Work request: In the records below, count every line that includes the word "Right". Provide the total alone.

Bounding box coordinate data:
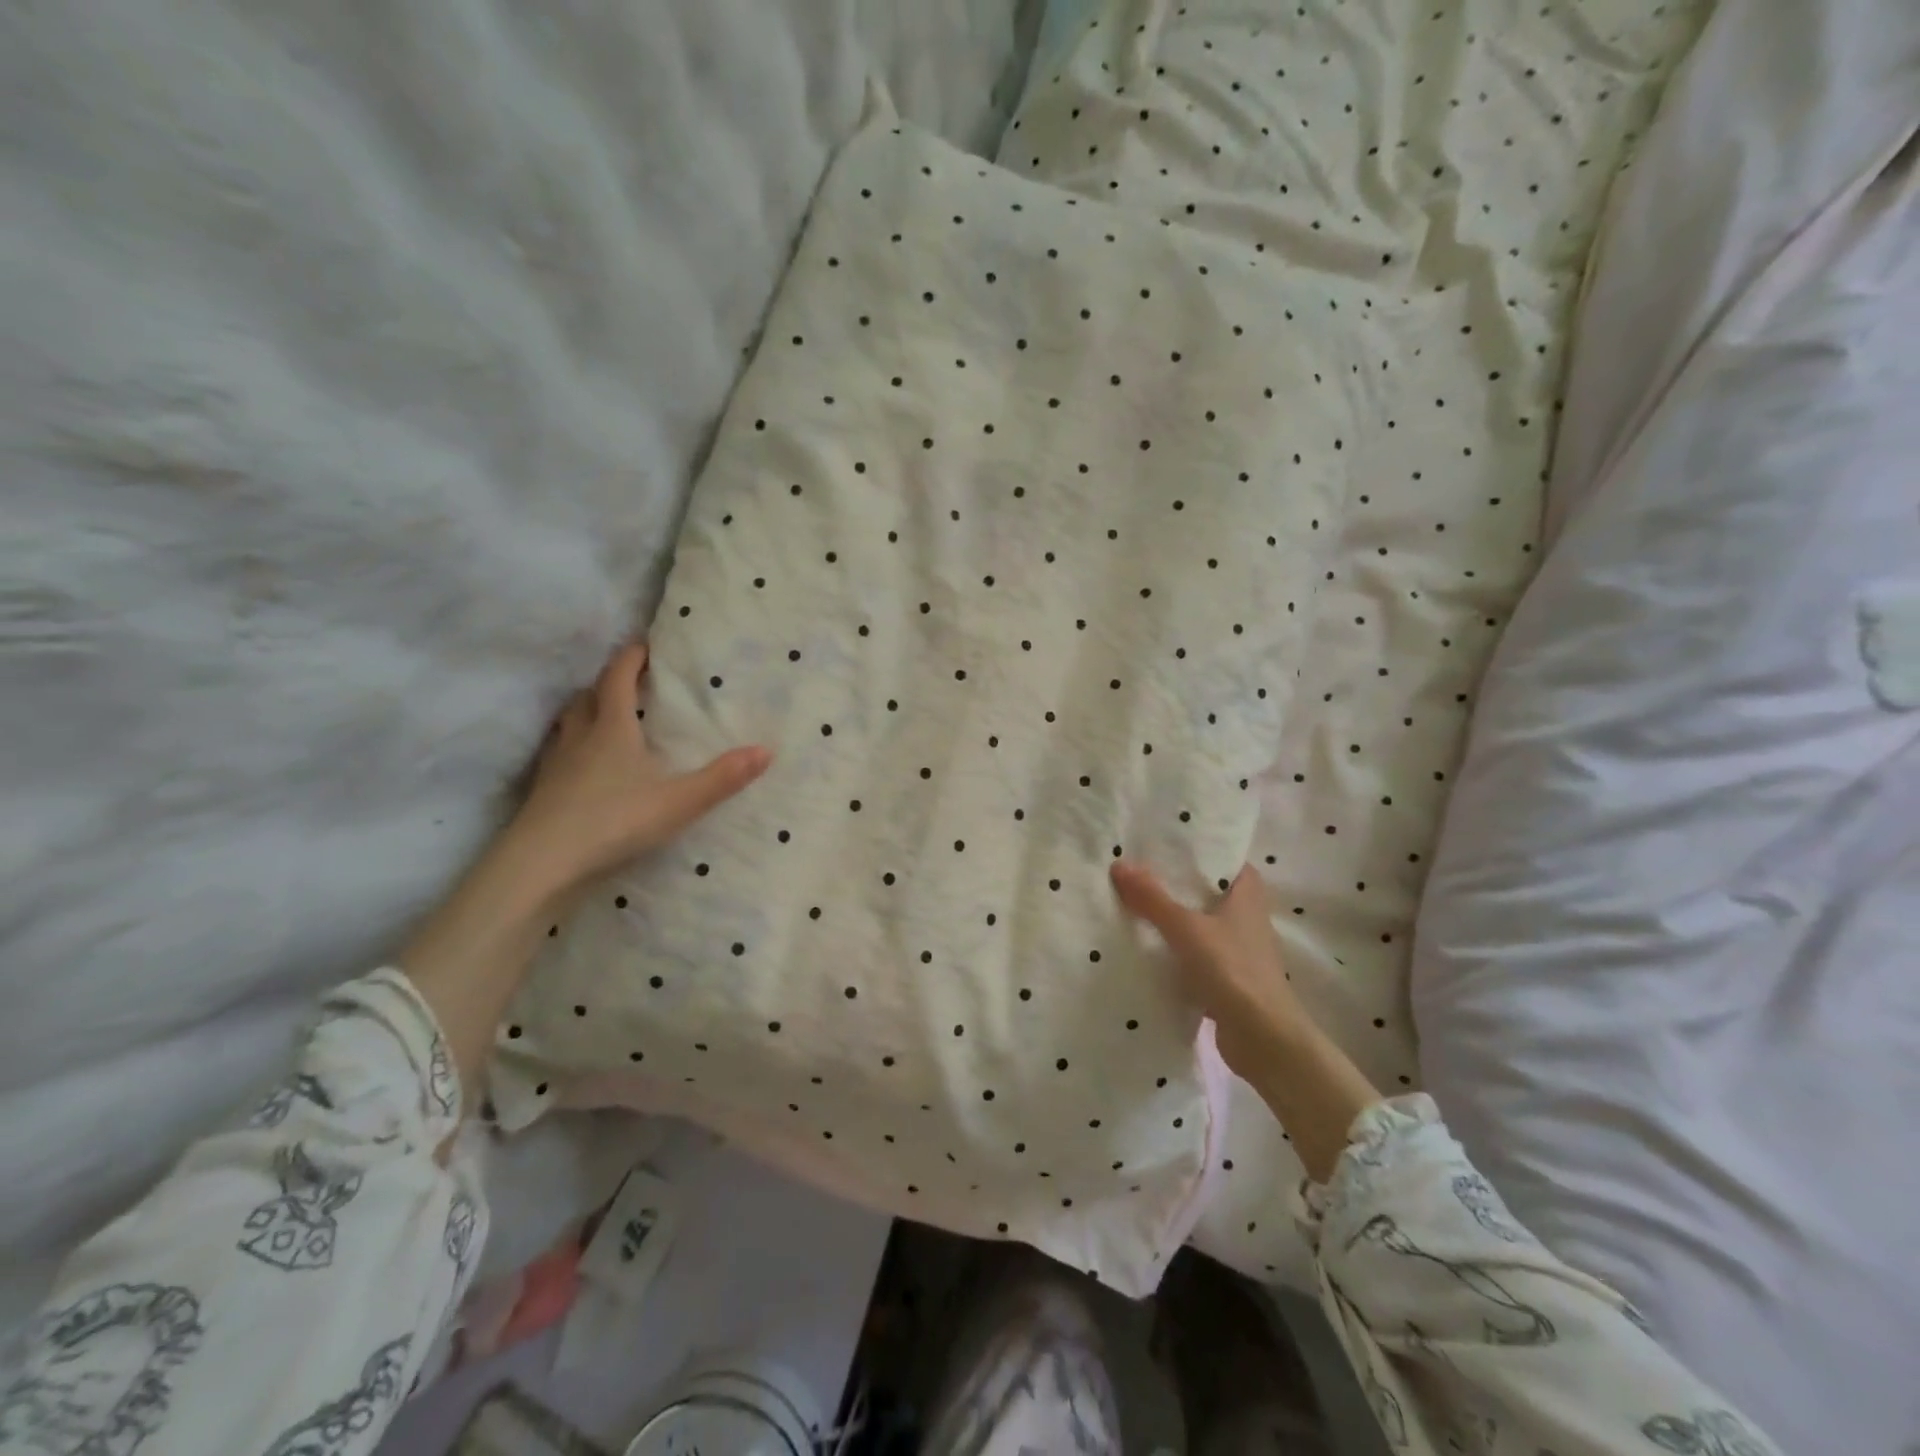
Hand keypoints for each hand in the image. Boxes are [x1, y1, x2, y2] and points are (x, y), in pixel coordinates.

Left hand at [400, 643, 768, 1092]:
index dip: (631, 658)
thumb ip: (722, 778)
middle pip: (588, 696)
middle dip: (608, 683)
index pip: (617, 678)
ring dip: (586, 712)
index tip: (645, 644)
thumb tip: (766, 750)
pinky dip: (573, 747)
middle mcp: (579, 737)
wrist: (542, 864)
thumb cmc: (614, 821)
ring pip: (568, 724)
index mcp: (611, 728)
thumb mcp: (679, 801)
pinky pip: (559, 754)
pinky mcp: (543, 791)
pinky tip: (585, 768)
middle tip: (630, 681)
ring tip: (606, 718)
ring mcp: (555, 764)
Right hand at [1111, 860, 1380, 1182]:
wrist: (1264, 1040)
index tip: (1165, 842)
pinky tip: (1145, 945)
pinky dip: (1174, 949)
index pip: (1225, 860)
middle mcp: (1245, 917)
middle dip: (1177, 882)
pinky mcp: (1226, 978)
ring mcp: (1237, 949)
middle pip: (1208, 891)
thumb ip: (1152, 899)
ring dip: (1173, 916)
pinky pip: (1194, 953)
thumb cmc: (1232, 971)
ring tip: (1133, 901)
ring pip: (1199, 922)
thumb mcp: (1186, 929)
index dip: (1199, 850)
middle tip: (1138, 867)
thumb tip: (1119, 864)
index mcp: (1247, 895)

--

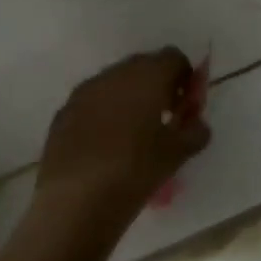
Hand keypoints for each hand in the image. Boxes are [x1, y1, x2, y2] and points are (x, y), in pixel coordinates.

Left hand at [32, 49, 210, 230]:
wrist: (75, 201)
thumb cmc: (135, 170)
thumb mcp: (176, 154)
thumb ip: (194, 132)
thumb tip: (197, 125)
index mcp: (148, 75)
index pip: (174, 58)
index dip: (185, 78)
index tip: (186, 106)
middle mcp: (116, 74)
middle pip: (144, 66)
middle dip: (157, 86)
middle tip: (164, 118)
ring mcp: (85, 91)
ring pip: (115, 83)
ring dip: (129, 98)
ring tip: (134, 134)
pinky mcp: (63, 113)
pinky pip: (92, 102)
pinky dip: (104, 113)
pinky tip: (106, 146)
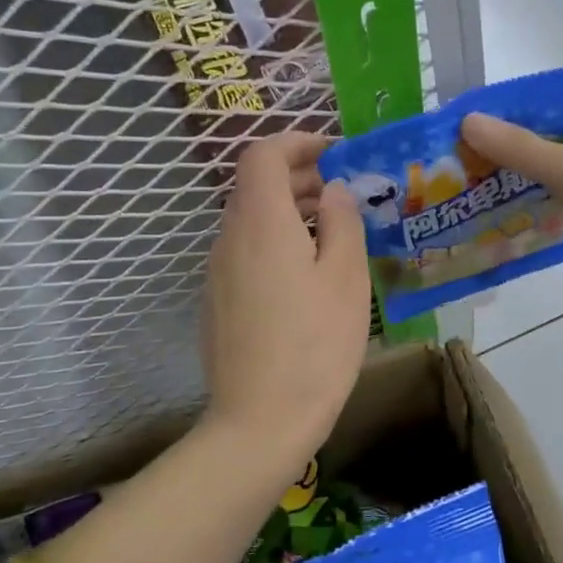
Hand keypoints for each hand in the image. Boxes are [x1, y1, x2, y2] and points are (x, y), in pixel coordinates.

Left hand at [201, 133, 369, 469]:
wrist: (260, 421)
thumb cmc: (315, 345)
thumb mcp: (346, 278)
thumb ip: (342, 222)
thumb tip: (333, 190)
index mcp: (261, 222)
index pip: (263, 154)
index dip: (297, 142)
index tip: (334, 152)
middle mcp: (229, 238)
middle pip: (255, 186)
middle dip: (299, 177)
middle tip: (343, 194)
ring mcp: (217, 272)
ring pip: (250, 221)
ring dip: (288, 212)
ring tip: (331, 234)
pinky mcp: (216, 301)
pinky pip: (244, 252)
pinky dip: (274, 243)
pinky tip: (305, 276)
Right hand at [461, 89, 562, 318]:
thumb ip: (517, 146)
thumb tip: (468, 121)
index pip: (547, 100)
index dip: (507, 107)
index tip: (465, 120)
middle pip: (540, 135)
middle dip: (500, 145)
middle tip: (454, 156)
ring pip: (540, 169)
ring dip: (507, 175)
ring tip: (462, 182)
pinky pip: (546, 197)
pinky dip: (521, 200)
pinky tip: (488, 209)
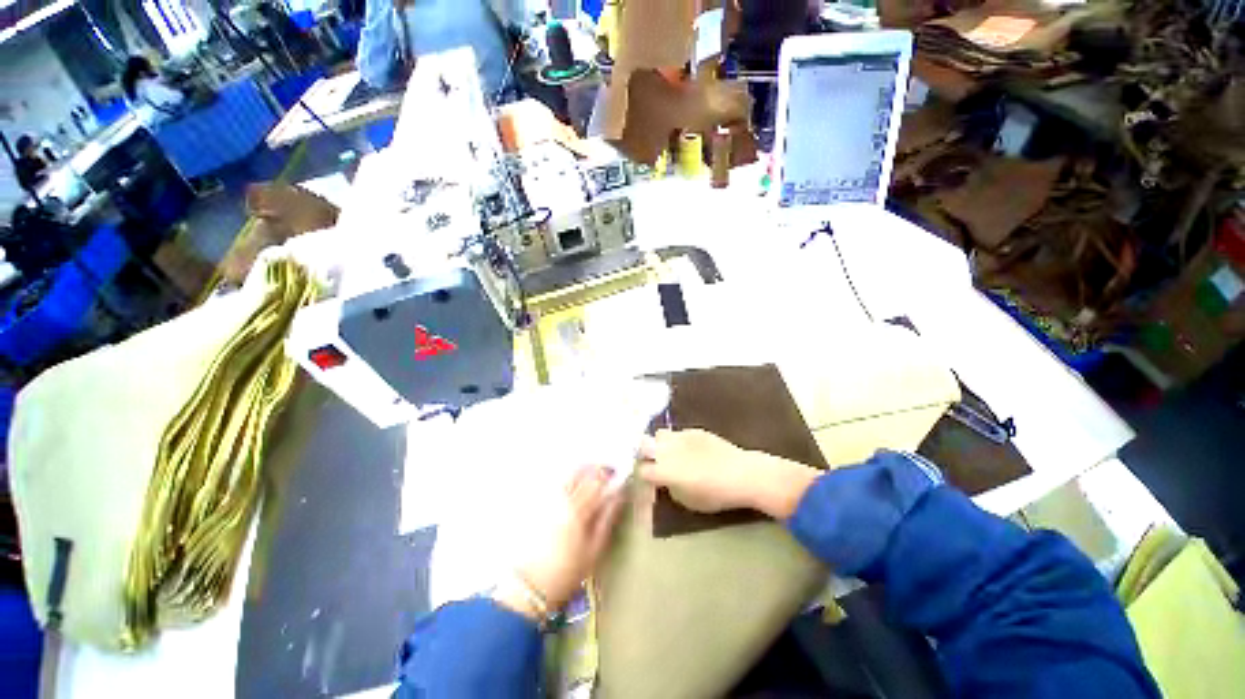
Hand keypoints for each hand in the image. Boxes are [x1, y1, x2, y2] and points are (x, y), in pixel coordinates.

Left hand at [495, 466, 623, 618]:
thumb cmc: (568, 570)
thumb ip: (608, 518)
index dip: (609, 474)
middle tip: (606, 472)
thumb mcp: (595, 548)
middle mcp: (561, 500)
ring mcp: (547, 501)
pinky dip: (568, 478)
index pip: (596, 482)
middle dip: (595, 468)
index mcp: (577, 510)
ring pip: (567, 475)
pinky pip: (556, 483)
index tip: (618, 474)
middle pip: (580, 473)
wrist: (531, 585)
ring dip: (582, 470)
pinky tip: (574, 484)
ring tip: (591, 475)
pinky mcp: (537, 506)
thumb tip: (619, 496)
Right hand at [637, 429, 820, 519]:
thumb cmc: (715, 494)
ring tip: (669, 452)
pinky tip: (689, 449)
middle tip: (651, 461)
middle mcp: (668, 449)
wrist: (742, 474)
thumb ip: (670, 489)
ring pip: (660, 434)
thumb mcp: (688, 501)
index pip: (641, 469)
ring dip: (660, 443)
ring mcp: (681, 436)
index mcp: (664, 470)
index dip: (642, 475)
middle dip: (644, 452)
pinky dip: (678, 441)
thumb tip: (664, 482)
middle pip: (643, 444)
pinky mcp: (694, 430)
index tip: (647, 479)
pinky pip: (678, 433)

Result: 3